### What is required
From the material below, return every line that includes "main".

### Data extracts

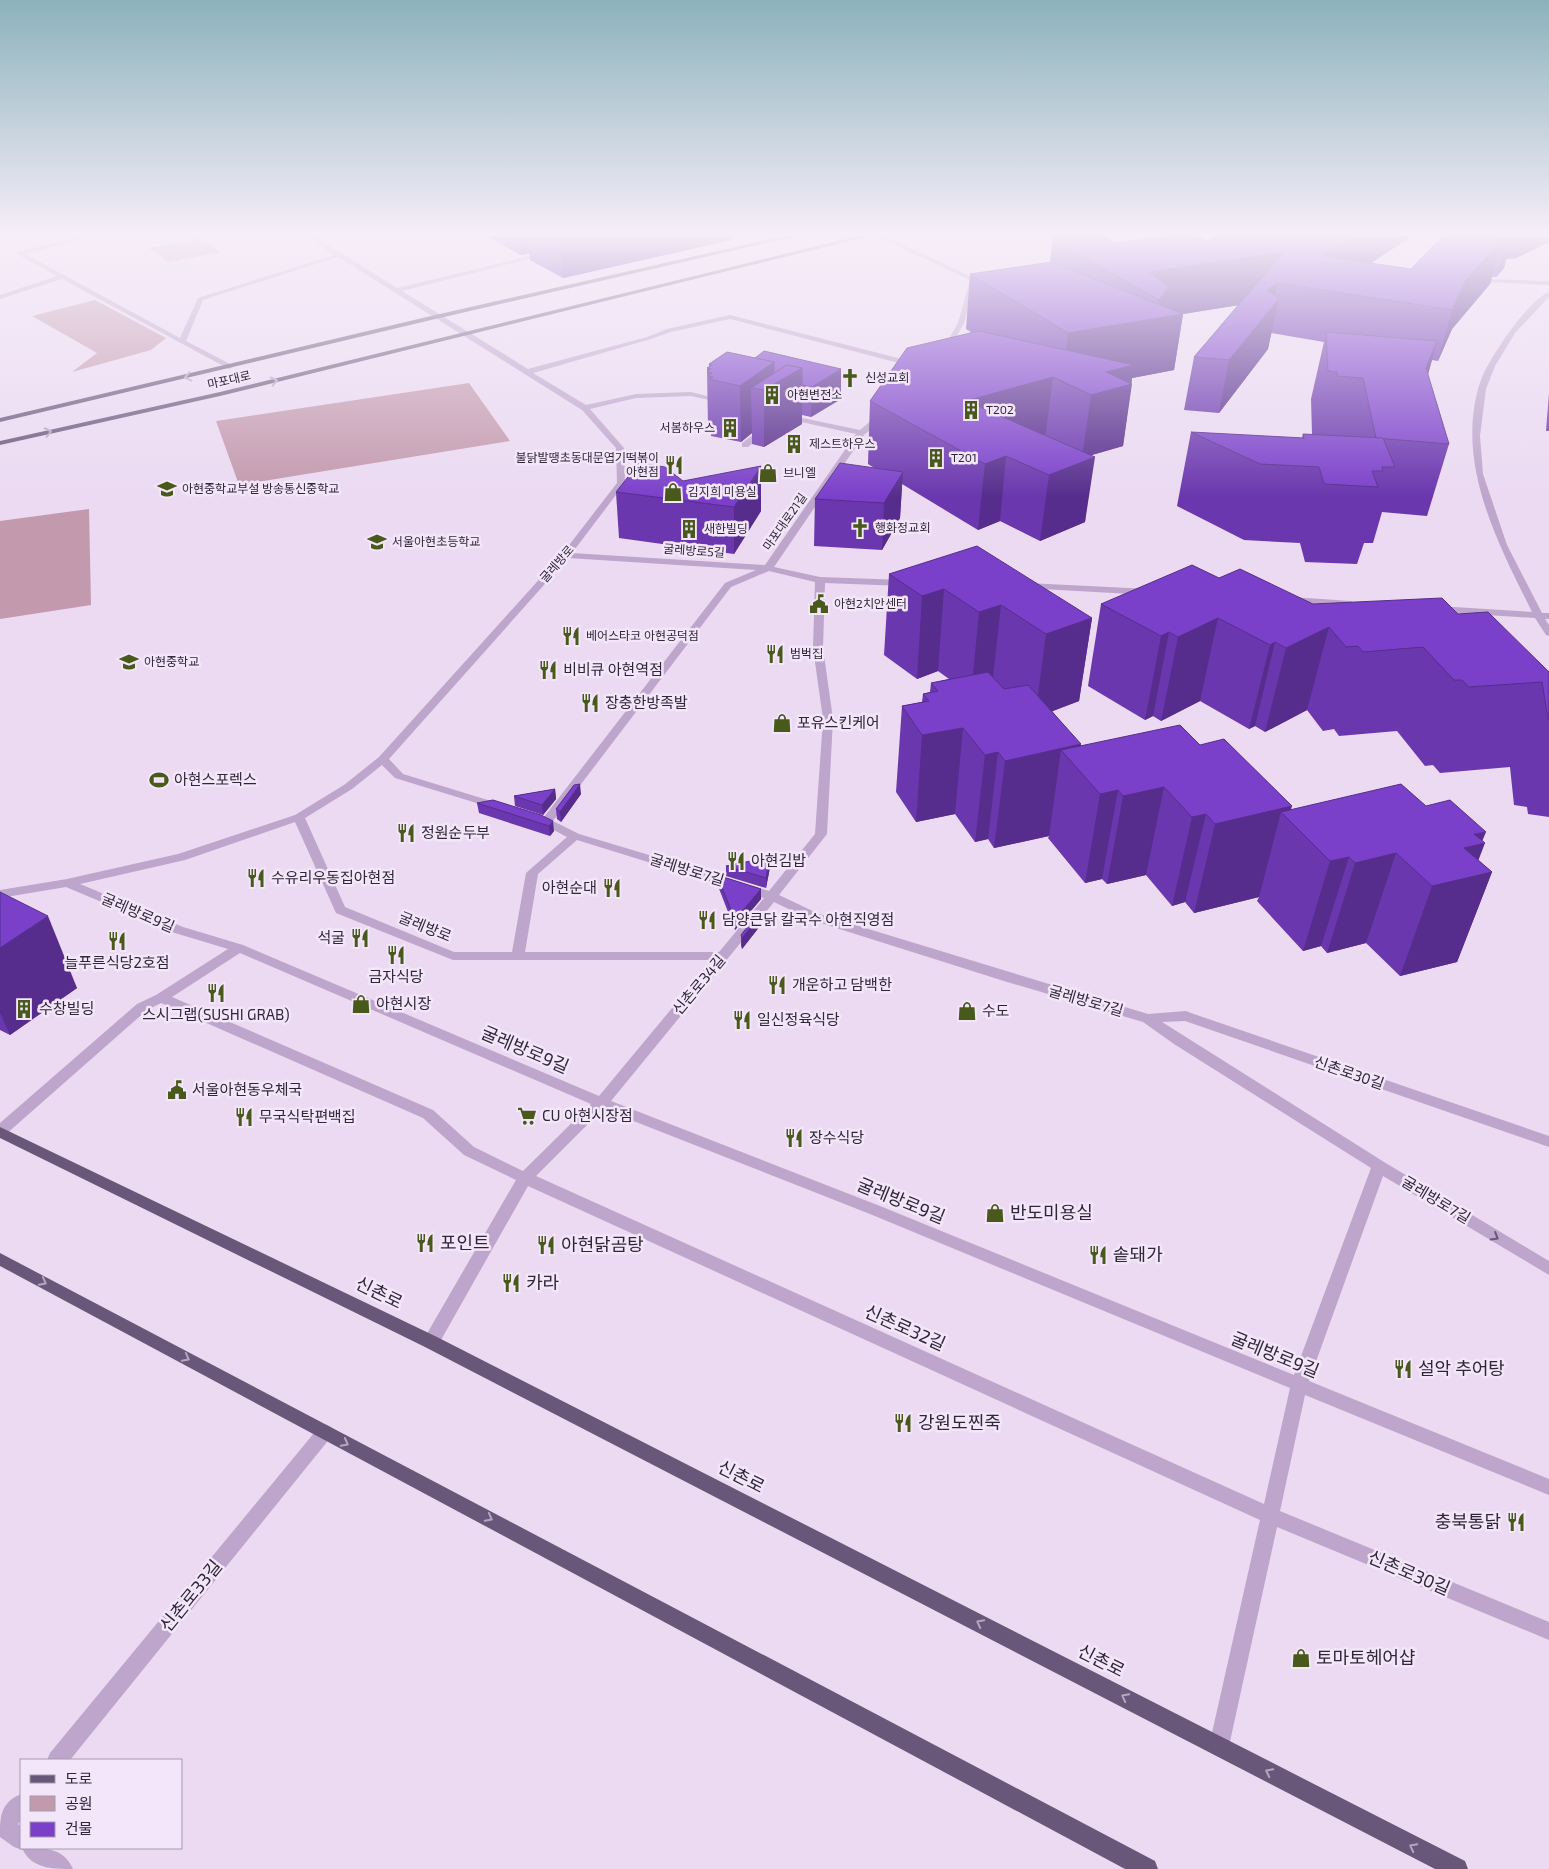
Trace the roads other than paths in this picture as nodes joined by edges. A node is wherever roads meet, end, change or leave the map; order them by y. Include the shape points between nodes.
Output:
1 (145, 322) edge
2 (190, 322) edge
3 (414, 322) edge
4 (449, 322) edge
5 (520, 322) edge
6 (706, 322) edge
7 (750, 322) edge
8 (960, 322) edge
9 (1521, 322) edge
10 (468, 335) junction
11 (182, 342) junction
12 (943, 357) edge
13 (229, 367) junction
14 (925, 367) edge
15 (527, 372) junction
16 (728, 402) edge
17 (585, 408) junction
18 (891, 408) edge
19 (776, 417) dead end
20 (0, 420) edge
21 (769, 427) edge
22 (862, 433) junction
23 (0, 443) edge
24 (745, 444) edge
25 (566, 555) junction
26 (768, 568) junction
27 (820, 580) junction
28 (918, 583) edge
29 (1016, 586) edge
30 (1162, 592) edge
31 (1280, 600) edge
32 (1360, 604) edge
33 (1429, 609) edge
34 (1538, 615) junction
35 (1549, 616) edge
36 (1549, 634) edge
37 (383, 759) junction
38 (509, 810) edge
39 (528, 816) edge
40 (299, 817) junction
41 (547, 821) junction
42 (575, 836) junction
43 (68, 883) junction
44 (0, 894) edge
45 (772, 896) junction
46 (239, 948) junction
47 (518, 955) junction
48 (723, 956) junction
49 (161, 998) junction
50 (1148, 1019) junction
51 (601, 1103) junction
52 (0, 1131) edge
53 (1549, 1142) edge
54 (1379, 1166) junction
55 (525, 1178) junction
56 (0, 1259) edge
57 (1549, 1269) edge
58 (431, 1342) junction
59 (1299, 1385) junction
60 (325, 1432) junction
61 (1549, 1487) edge
62 (1270, 1515) junction
63 (1549, 1631) edge
64 (1219, 1746) junction
65 (58, 1759) edge
66 (20, 1805) edge
67 (1, 1825) edge
68 (20, 1839) edge
69 (34, 1849) edge
70 (62, 1869) edge
71 (1147, 1869) edge
72 (1457, 1869) edge

1 - 11 street
2 - 11 street
3 - 13 main road, 마포대로
4 - 10 street, 굴레방로
5 - 10 main road, 마포대로
6 - 15 street
7 - 14 street
8 - 12 street
9 - 34 street via 1491,366 1482,389 1476,430 1479,474 1503,545
10 - 15 street, 굴레방로
23 -> 10 main road, 마포대로
11 - 13 street
13 -> 20 main road, 마포대로
15 - 17 street, 굴레방로
16 - 17 street via 691,394 636,396
17 - 25 street, 굴레방로 via 620,448 621,483
18 - 22 street, 마포대로21길
19 - 22 street via 785,415
21 - 24 street
22 - 26 street, 마포대로21길
25 - 26 street, 굴레방로5길
25 - 37 street, 굴레방로
26 - 27 street, 굴레방로5길
26 - 41 street, 마포대로21길 via 728,585
27 - 28 street, 굴레방로5길
27 - 45 street, 신촌로34길 via 818,648 828,719 821,834
29 - 30 street
31 - 32 street
33 - 34 street
34 - 35 street
34 - 36 street
37 - 38 street via 398,776
37 - 40 street, 굴레방로 via 348,787
39 - 41 street, 굴레방로7길
40 - 43 street, 굴레방로 via 181,858
40 - 47 street, 굴레방로 via 340,910 453,956
41 - 42 street, 굴레방로7길
42 - 45 street, 굴레방로7길
42 - 47 street via 532,873
43 - 44 street, 굴레방로
43 - 46 street, 굴레방로9길 via 180,930
45 - 48 street, 신촌로34길
45 - 50 street, 굴레방로7길 via 815,917
46 - 49 street
46 - 51 street, 굴레방로9길
47 - 48 street, 굴레방로
48 - 51 street, 신촌로34길
49 - 52 street, 신촌로 via 142,1007
49 - 55 street via 428,1114 469,1151
50 - 53 street, 신촌로30길 via 1186,1016
50 - 54 street, 굴레방로7길
51 - 55 street, 신촌로34길
51 - 59 street, 굴레방로9길 via 875,1210
52 - 58 main road, 신촌로
54 -> 57 street, 굴레방로7길
54 - 59 street
55 - 58 street, 신촌로34길
55 - 62 street, 신촌로32길
56 -> 60 main road
64 -> 58 main road, 신촌로
59 - 61 street, 굴레방로9길
59 - 62 street
60 - 65 street, 신촌로33길
60 -> 71 main road
62 - 63 street, 신촌로30길
62 - 64 street
72 -> 64 main road, 신촌로
66 - 67 street
67 - 68 street
69 - 70 street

### Result for this exercise
3 - 13 main road, 마포대로
5 - 10 main road, 마포대로
23 -> 10 main road, 마포대로
13 -> 20 main road, 마포대로
52 - 58 main road, 신촌로
56 -> 60 main road
64 -> 58 main road, 신촌로
60 -> 71 main road
72 -> 64 main road, 신촌로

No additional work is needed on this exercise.